In a centralized system, this is easy: ask the user to provide an identifier.
Maybe an email address, maybe a username. The server checks whether that
identifier has already been taken. If it has, the user must choose another
identifier. If the identity server is down, nobody can sign in, and nobody can
create new identities. In fact, the whole system might become unusable if the
software can't verify you are who you say you are.

In a distributed system, you are permanently stuck with such restrictions:

1. there is no single authority to register a new identifier with
2. you cannot know of all other peers in the network, so any identity you choose
may be in conflict with another peer now or in the future
3. there is no single authority to corroborate your claim that you are who you
say you are

One easy solution might be to have each peer generate a random number between 0
and some big number.
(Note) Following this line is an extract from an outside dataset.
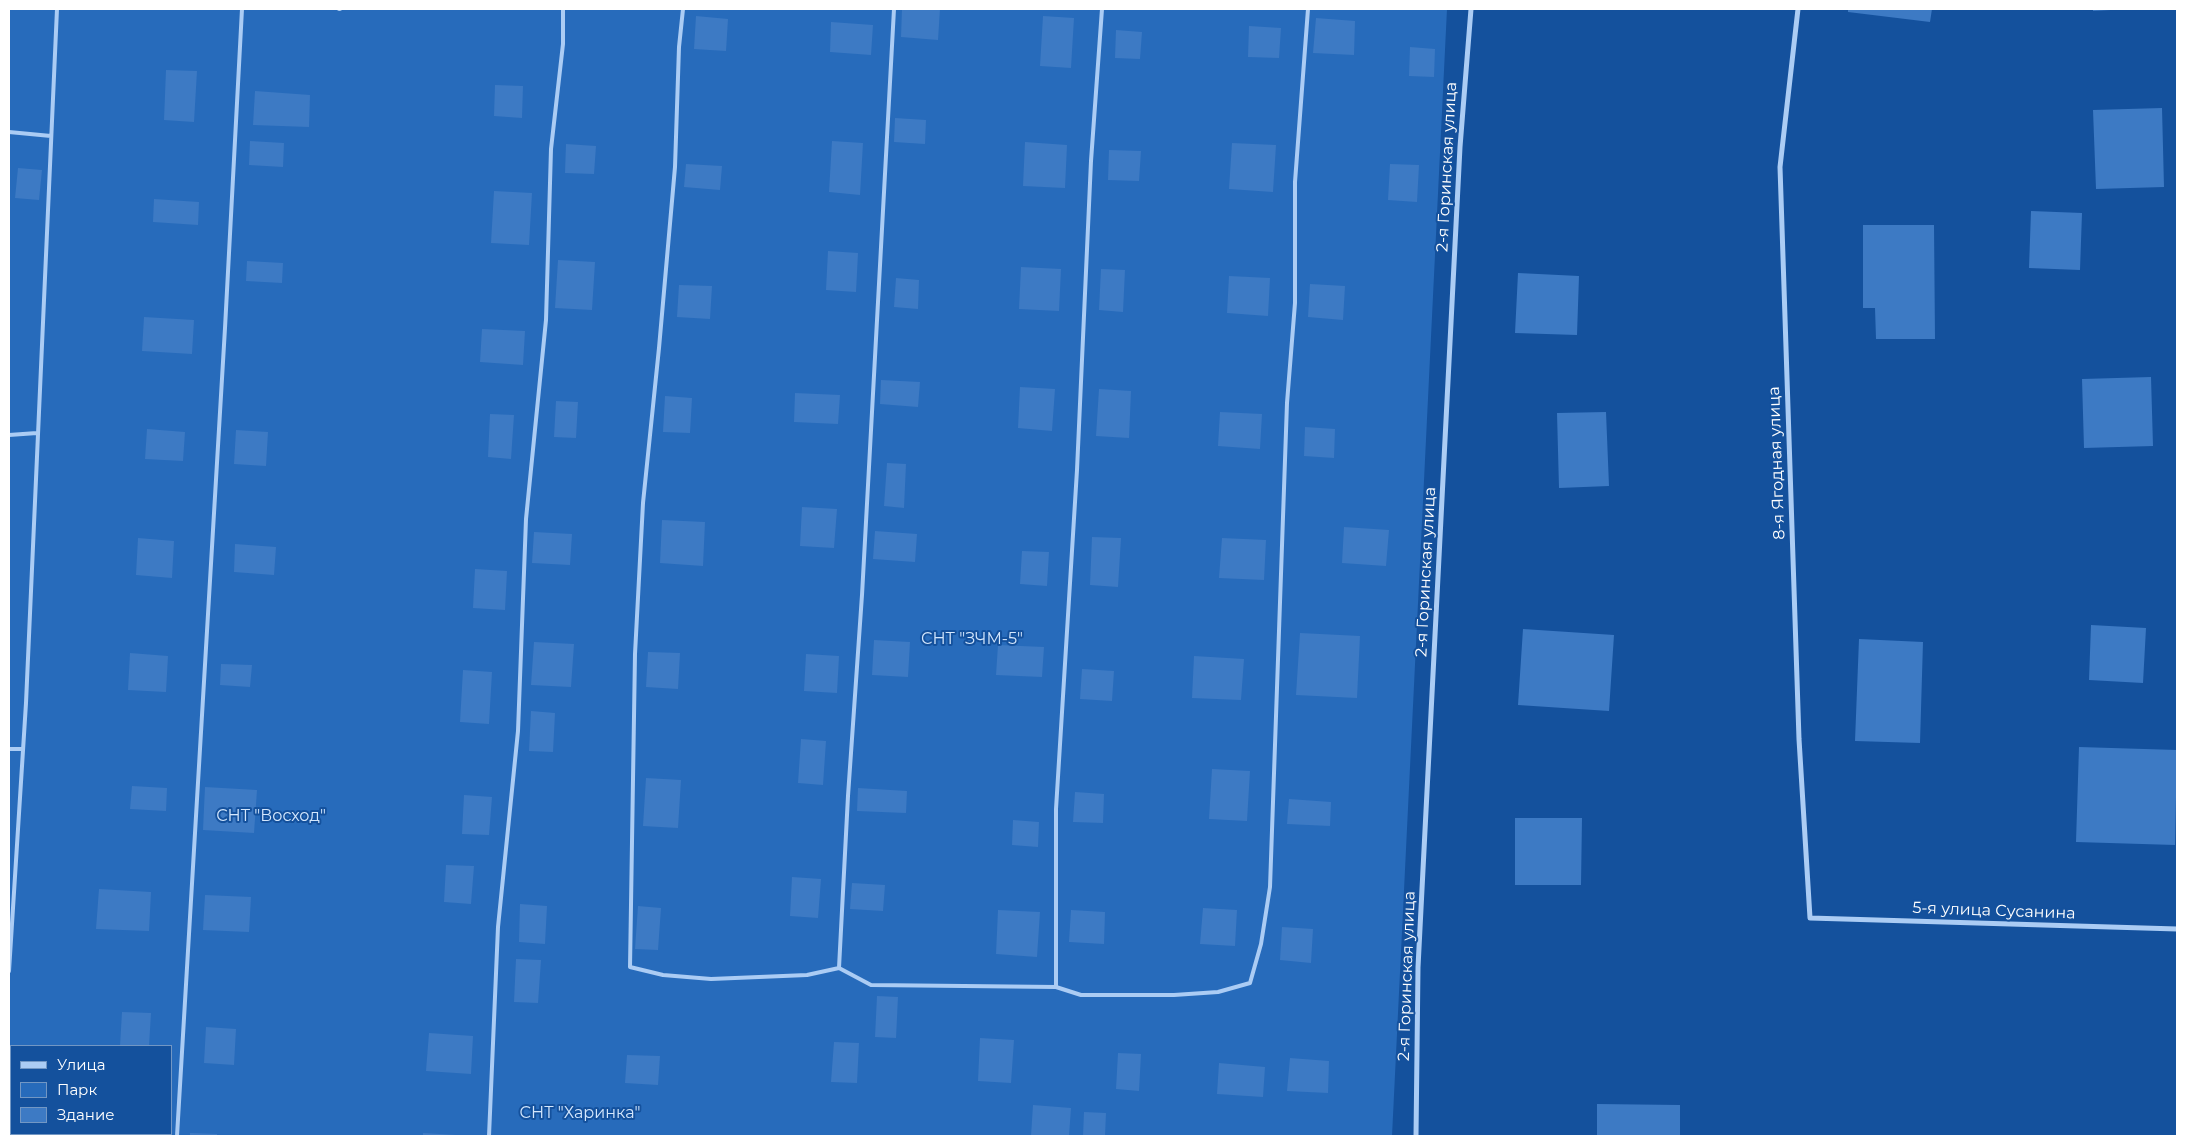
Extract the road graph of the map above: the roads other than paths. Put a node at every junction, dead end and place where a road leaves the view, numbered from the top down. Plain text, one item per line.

If the number is big enough, you're unlikely to see a
conflict now or in the foreseeable future (though [the odds grow
quadratically](https://en.wikipedia.org/wiki/Birthday_attack). This solution
satisfies #1 and #2, but not #3: anyone who saw your identifier could
impersonate you on the network, since there are no authorities to check who's
who. We need a way for users to prove they are who they claim to be, without an
authority to provide confirmation.

What if you could provide some sort of proof that you were the author of a
given message? A digital signature that only the holder of that large random
number could produce?

[Public key cryptography](https://en.wikipedia.org/wiki/Public-key_cryptography)
does just this: it's like the above, except *two* "random" numbers are
generated: one you share widely as your identity, and the other you keep secret.
You can use the secret key to produce a signature on any data you'd like, which
anybody else in possession of the message, the signature, and your public key
can verify: all without any remote authorities.
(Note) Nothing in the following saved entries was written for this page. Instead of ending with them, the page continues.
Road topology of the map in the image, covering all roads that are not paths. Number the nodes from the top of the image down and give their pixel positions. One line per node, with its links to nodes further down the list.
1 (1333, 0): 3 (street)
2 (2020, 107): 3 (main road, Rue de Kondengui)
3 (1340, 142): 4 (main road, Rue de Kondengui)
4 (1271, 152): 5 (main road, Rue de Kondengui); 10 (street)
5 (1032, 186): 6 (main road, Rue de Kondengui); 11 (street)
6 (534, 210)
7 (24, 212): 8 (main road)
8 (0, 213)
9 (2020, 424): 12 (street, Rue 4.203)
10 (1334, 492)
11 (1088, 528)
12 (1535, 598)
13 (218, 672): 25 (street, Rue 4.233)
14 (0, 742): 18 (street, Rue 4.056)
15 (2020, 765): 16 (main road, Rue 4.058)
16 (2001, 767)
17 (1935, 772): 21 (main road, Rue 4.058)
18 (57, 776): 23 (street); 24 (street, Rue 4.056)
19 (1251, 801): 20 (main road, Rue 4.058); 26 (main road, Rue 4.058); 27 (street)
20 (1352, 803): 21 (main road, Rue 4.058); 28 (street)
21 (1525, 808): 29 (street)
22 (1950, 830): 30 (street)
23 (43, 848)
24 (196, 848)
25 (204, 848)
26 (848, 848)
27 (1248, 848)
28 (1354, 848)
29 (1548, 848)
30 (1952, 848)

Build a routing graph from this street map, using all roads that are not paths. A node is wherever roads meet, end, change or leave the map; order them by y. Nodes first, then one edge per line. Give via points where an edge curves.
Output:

Public keys are long and unwieldy for humans, like
`7bc0bd9bd557547b81d53196674c869c6d698164c68b0033fd4b48849ce59110`. You could
use a human "friendly" encoding like
[proquint](https://github.com/deoxxa/proquint) to make this
`bazol-rikur-lijit-rudij-jilam-kikag-satik-sipim-nojuk-hojam-rapis-gubab-rajuz-hafoh-jogun-bihan`.
Pronouncible, but still not particularly useful to a human being.

There is a conjecture called [Zooko's
Triangle](https://en.wikipedia.org/wiki/Zooko%27s_triangle) that claims no
system can achieve all three properties of being human-meaningful,
decentralized, and secure.

### discovery

given a key, find interested peers

#### bittorrent dht

The bittorrent dht, mainline, is huge: there are millions of nodes worldwide.
You can store arbitrary data in them, but be warned that most nodes are
configured to aggressively flush keypairs they receive.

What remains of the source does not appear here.